Pakistani denies people smuggling role

By Tim Clarke
Sunday Times
21 January 2004

A PAKISTANI national has appeared in the Western Australian District Court to deny charges he masterminded an operation to smuggle nearly 400 boat people to Australia in 2001.

Following his extradition from Thailand last year, Hasan Ayoub today pleaded not guilty to 12 charges of smuggling people to Australia between December 2000 and March 2001.

Ayoub, through an Urdu interpreter, twice attempted to tell the court that his name was in fact Naem Ahmed Chaudry.

Ayoub's solicitor Rod Keeley told the court the identity of the accused would be an issue at trial.

Commonwealth prosecutor Felicity Johnston told Judge Shauna Deane, QC, the Crown intended to apply to bring the trial forward.

Several passengers due to give evidence at the trial are in Australia on temporary protections visas, and their immigration status was unclear, Ms Johnston said outside the court.

The application to expedite the trial will be heard next month, with the Crown hopeful hearings can begin in April.

Ayoub is allegedly one of the big six people smugglers - so-called "snakeheads" - based in Indonesia in recent years. He faces 20 years in prison if found guilty.

He was first detained in Cambodia in July 2001, after authorities intercepted a boat crowded with hundreds of would-be refugees making for the open sea.

Ayoub's arrest followed a lengthy joint investigation by Australian Federal Police and the immigration department, aided by a number of overseas law-enforcement agencies.

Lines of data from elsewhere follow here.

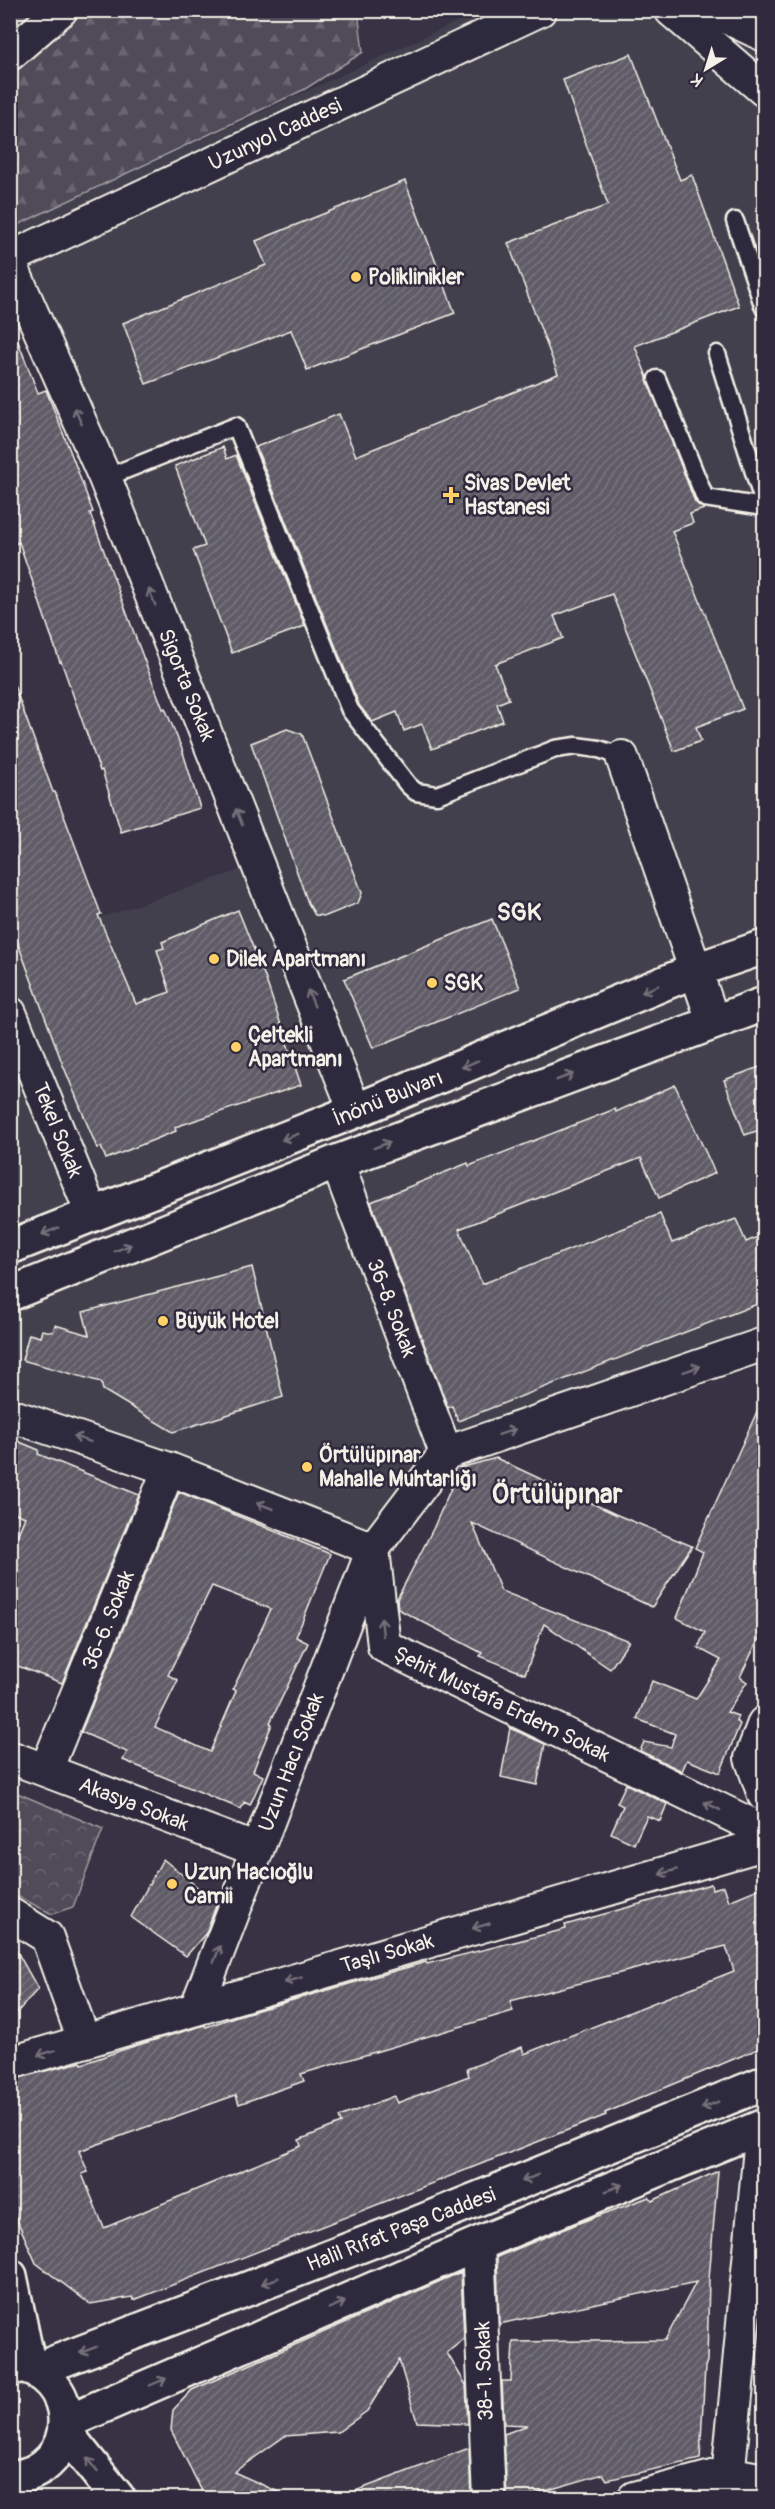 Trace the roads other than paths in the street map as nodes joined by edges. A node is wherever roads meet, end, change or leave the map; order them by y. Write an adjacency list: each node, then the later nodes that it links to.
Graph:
1 (61, 10): 6 (street)
2 (540, 10): 9 (street, Uzunyol Caddesi)
3 (671, 10): 7 (street)
4 (711, 10): 5 (street)
5 (765, 35)
6 (10, 54)
7 (765, 90)
8 (735, 221): 11 (lane)
9 (10, 258)
10 (10, 263): 14 (street, Sigorta Sokak, one-way to 10)
11 (765, 308)
12 (717, 354): 15 (lane)
13 (657, 379): 15 (lane)
14 (105, 478): 16 (lane); 22 (street, Sigorta Sokak, one-way to 14)
15 (765, 506)
16 (622, 757): 18 (street)
17 (765, 947): 18 (main road, İnönü Bulvarı)
18 (696, 970): 21 (street); 22 (main road, İnönü Bulvarı, one-way to 22)
19 (765, 1004): 21 (main road, İnönü Bulvarı)
20 (10, 1013): 24 (street, Tekel Sokak)
21 (713, 1021): 23 (main road, İnönü Bulvarı, one-way to 21)
22 (355, 1112): 24 (main road, İnönü Bulvarı, one-way to 24)
23 (337, 1162): 26 (main road, İnönü Bulvarı, one-way to 23); 29 (street, 36-8. Sokak)
24 (92, 1214): 25 (main road, İnönü Bulvarı, one-way to 25)
25 (10, 1247)
26 (10, 1294)
27 (765, 1344): 29 (street, one-way to 27)
28 (10, 1415): 30 (street, one-way to 28)
29 (446, 1454): 31 (street, Uzun Hacı Sokak)
30 (169, 1469): 31 (street, one-way to 30); 34 (street, 36-6. Sokak)
31 (374, 1549): 36 (street, Şehit Mustafa Erdem Sokak, one-way to 31); 38 (street, Uzun Hacı Sokak)
32 (765, 1723): 35 (street)
33 (10, 1758): 34 (street, Akasya Sokak)
34 (46, 1770): 38 (street, Akasya Sokak)
35 (765, 1795)
36 (765, 1831)
37 (765, 1844): 40 (street, Taşlı Sokak, one-way to 40)
38 (257, 1850): 40 (street, Uzun Hacı Sokak, one-way to 38)
39 (10, 1914): 41 (street)
40 (196, 2008): 41 (street, Taşlı Sokak)
41 (84, 2041): 42 (street, Taşlı Sokak, one-way to 42)
42 (10, 2063)
43 (765, 2083): 47 (main road, Halil Rıfat Paşa Caddesi, one-way to 47)
44 (764, 2126): 45 (main road, Halil Rıfat Paşa Caddesi, one-way to 44); 51 (street)
45 (478, 2244): 48 (main road, Halil Rıfat Paşa Caddesi, one-way to 45); 55 (street, 38-1. Sokak)
46 (10, 2276): 47 (main road)
47 (25, 2367): 48 (main road)
48 (66, 2427): 49 (main road); 54 (main road, one-way to 48)
49 (10, 2478)
50 (765, 2480): 51 (street)
51 (727, 2486): 56 (street)
52 (10, 2491): 53 (main road)
53 (19, 2499)
54 (118, 2499)
55 (489, 2499)
56 (634, 2499)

It will be alleged passengers paid Ayoub for their passages as he attempted to pioneer a new route for people trafficking, using the southern Cambodian port of Sihanoukville as an embarkation point. He claims he was in the country selling carpets.

His extradition to Australia last July was hailed as a significant coup by the federal government, and since then Ayoub has been named in another major people smuggling case.

During the trial of Palestinian national Keis Abd Rahim Asfoor, convicted of smuggling up to 1700 people to Australia aboard fishing boats from Indonesia, Ayoub was named as one of a group involved in the operation.

Asfoor will be sentenced later this month.